A coroa de flores acompanhava uma faixa onde se lia «Maldita seja a guerra», célebre frase pacifista e antimilitarista inscrita no conhecido monumento contra a guerra em Gentioux, povoação do departamento francês da Creuse. Um dos raros monumentos — entre os 36 000 que conta a França — onde o carácter pacifista e antimilitarista é afirmado. Obviamente, horas antes do começo das cerimonias oficiais em presença dos cómicos do costume, as flores, assim como a dita faixa, foram deitadas para o lixo por um empregado enviado à pressa pela embaixada em Paris, entretanto informada do acto de sacrilégio. Estes funcionários do poder, especializados na propaganda da mentira, não gostam de ouvir as verdades incómodas, ainda menos em momentos de celebrações patrióticas como esta do centenário do massacre.
Nesta guerra como em todas as guerras, os interesses de classe divergentes e opostos são ocultados pelo patriotismo.
Entre os membros da associação Memória Viva estava o António Oneto, desertor da guerra colonial exilado em Paris e um dos animadores da oportuna e radical iniciativa. Se recordo aqui este pequeno acontecimento não é tanto para enaltecer o seu carácter digno que distingue os seus iniciadores, mas também para lembrar o António Oneto, homem de qualidade para quem o mundo acabou, quatro anos mais tarde, no dia 13 de Julho de 2022. Nome que deve ser conhecido pelas leitoras e leitores mais jovens do MAPA. Aqui fica a modesta homenagem.

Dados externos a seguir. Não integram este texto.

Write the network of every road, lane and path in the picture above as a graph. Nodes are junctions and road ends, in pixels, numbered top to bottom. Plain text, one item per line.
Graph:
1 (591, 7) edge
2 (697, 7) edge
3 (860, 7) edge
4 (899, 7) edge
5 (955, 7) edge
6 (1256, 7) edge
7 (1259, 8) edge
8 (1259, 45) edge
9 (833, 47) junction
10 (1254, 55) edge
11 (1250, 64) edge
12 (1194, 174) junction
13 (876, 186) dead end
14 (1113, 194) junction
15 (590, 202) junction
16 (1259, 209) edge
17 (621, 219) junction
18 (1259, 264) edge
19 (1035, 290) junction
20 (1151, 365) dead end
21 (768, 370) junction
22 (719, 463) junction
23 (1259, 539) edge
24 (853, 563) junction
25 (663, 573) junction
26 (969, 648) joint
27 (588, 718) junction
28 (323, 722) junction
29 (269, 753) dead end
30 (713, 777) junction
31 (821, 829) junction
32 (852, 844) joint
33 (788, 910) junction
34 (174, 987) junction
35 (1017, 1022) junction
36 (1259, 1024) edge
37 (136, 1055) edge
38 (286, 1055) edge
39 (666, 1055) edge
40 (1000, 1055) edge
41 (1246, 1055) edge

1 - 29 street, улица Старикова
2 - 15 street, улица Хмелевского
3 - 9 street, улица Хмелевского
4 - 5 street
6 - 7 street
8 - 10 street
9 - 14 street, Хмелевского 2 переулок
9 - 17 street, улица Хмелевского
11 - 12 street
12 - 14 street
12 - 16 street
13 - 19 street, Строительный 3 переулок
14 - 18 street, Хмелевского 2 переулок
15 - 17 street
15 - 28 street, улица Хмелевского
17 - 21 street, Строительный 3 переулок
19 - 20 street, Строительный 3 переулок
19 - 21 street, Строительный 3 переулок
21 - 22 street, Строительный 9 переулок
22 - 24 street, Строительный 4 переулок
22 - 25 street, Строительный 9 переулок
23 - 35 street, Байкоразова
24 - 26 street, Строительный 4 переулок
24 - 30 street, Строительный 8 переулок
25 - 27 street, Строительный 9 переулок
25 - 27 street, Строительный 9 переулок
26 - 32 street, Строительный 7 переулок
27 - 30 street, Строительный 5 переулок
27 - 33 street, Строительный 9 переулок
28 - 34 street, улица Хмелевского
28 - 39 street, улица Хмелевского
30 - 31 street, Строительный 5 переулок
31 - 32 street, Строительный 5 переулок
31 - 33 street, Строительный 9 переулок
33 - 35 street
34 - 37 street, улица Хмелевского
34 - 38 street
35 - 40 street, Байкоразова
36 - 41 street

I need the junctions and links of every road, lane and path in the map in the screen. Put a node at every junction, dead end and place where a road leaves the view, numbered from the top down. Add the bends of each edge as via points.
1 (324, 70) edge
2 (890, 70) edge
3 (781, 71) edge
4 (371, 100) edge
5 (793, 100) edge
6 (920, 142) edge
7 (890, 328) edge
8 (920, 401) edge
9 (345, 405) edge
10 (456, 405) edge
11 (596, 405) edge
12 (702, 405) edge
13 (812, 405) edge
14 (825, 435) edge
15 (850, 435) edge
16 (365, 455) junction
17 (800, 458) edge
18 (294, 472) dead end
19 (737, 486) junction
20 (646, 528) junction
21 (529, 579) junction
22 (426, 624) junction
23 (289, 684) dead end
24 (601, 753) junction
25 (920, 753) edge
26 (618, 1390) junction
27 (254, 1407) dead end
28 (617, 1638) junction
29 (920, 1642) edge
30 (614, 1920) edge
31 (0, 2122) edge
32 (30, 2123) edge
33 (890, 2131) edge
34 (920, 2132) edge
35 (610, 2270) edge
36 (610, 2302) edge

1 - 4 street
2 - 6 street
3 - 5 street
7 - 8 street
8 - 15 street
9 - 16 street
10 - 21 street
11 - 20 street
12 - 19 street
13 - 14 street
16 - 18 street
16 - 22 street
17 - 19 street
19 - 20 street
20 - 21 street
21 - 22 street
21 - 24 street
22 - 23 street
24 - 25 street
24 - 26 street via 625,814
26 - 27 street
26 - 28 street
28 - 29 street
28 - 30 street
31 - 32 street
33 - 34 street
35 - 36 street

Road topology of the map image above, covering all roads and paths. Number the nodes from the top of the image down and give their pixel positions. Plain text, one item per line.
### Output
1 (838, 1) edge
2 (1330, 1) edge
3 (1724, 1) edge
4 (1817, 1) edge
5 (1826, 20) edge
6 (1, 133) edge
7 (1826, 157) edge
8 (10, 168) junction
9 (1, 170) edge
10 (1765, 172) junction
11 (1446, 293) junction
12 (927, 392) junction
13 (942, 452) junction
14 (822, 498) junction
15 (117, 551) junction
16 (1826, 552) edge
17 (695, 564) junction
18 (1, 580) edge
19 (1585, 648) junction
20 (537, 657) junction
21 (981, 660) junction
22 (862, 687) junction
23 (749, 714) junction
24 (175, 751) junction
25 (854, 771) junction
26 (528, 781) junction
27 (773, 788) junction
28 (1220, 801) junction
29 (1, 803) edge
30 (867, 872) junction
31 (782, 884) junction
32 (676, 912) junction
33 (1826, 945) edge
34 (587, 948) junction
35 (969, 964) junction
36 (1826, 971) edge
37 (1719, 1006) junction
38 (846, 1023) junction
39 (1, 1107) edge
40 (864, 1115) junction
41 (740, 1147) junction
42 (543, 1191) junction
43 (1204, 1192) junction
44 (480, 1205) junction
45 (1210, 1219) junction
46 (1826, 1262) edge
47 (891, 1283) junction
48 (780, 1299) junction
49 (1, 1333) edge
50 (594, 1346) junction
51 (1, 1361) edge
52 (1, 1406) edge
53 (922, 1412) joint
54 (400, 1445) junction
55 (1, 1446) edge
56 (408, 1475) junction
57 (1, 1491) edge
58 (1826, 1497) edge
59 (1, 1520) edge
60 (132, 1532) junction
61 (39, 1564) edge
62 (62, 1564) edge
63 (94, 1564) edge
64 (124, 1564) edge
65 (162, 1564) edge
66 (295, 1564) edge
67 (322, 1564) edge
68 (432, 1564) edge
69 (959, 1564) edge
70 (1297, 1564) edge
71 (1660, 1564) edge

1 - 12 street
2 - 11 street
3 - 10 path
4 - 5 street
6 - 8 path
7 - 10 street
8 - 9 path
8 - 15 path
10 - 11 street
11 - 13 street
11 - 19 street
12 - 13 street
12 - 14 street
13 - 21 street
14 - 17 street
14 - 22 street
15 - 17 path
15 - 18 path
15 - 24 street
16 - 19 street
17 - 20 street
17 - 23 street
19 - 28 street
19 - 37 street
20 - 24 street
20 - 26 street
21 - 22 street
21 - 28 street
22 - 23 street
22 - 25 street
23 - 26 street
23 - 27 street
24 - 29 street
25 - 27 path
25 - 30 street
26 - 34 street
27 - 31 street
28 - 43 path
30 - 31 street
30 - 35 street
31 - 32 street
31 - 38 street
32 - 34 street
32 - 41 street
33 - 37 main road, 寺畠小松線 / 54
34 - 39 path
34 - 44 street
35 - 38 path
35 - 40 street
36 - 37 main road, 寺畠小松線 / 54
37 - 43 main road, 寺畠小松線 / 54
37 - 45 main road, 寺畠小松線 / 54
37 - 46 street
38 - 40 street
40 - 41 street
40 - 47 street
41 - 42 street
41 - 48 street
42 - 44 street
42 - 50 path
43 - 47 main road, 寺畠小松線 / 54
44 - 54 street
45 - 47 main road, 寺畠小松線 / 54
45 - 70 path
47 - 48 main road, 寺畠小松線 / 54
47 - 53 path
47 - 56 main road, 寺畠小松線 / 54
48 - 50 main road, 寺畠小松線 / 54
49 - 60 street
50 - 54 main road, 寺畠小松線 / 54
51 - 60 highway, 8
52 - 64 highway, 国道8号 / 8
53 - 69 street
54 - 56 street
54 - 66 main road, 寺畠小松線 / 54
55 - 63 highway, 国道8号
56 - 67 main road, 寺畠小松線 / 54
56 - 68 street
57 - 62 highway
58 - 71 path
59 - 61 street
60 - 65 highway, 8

«Maldita seja a guerra», uma frase que introduz a crítica radical da sociedade capitalista. Sociedade na qual a guerra é uma das constantes e interessadas actividades lucrativas, reveladora da natureza mortífera da lógica de lucro que a anima. Desde a barbárie da II Guerra Mundial (que sucedeu à primeira de que falávamos), nunca a guerra acabou, em formas mais ou menos localizadas — e aqui há que integrar os 13 anos da guerra colonial portuguesa, hoje relegada para alguns romances de capa e espada modernos — ou em formas mais generalizadas como as que vamos vivendo à distância de anos a esta parte, da Coreia e do Vietname ao Iraque, da ex-Jugoslávia à Síria e ao Sudão. Por fim, hoje de novo perto de casa, na Ucrânia.
Parece cada vez mais óbvio que a classe capitalista não mostra nem a capacidade nem a vontade de sacrificar os seus lucros mesmo quando é a sobrevivência da espécie humana que está em jogo. Para proteger o seu sistema social assente na exploração das energias fósseis, ela recorre ao racismo, ao nacionalismo, ao patriotismo e outras formas de autoritarismo. E, numa época em que a recessão se instala na sua economia, a opção da guerra é, como sempre o foi, privilegiada. Assim, e para voltar à guerra na Ucrânia, disse recentemente Noam Chomsky — numa daquelas fórmulas lapidares de que ele é costumeiro — que o capitalismo americano e os seus zelosos representantes estão decididos, caso seja necessário, a fazer morrer toda a juventude ucraniana, a do oeste como a do Donbass, no altar da defesa dos seus interesses. O que não significa ignorar, ou negar, os objectivos do frágil e estagnante regime russo que lhe faz face. O afrontamento mortífero entre duas formações capitalistas, de calibre e dimensões desiguais, poderá provavelmente ocultar o afrontamento decisivo que se perfila, num horizonte mais ou menos próximo, entre o capitalismo americano e o chinês.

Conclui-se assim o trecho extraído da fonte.